### WHAT THIS TASK INVOLVES
Some lines in the entries contain the word "roads". Copy all of them.

(Saved data entries)
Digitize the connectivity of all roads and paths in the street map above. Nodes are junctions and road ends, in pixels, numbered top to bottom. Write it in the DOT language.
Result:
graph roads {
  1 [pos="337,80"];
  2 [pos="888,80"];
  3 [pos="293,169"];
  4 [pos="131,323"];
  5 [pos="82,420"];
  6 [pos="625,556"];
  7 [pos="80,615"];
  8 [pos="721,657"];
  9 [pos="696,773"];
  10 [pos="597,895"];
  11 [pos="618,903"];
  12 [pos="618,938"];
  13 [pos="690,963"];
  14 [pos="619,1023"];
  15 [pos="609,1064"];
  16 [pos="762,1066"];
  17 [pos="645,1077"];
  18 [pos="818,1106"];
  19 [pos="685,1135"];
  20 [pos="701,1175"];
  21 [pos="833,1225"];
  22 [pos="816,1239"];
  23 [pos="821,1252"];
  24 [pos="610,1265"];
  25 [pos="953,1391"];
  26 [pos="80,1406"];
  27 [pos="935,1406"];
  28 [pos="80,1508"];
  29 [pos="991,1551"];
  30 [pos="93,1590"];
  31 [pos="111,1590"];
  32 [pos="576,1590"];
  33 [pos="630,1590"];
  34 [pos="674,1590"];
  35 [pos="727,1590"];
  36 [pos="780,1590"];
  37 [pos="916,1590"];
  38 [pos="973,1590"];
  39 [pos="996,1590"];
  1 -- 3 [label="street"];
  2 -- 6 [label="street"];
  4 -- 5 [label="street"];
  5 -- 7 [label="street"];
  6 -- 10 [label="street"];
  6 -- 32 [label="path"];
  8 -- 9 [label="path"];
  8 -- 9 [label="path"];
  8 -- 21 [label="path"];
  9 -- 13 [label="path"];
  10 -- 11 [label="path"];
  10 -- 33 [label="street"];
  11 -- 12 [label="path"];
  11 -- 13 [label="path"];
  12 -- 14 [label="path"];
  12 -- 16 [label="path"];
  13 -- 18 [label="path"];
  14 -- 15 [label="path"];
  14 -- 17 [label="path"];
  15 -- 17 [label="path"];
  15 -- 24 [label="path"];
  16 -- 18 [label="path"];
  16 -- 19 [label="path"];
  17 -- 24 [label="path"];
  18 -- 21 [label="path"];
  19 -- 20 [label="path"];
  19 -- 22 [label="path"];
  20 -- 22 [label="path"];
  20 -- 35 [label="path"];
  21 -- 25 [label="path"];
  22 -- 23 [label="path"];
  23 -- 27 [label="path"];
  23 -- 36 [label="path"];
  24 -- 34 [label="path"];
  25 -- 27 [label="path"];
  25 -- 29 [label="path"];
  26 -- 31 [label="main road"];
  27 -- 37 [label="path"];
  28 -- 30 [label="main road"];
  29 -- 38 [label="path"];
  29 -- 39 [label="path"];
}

### EXERCISE ANSWER
Digitize the connectivity of all roads and paths in the street map above. Nodes are junctions and road ends, in pixels, numbered top to bottom. Write it in the DOT language.
graph roads {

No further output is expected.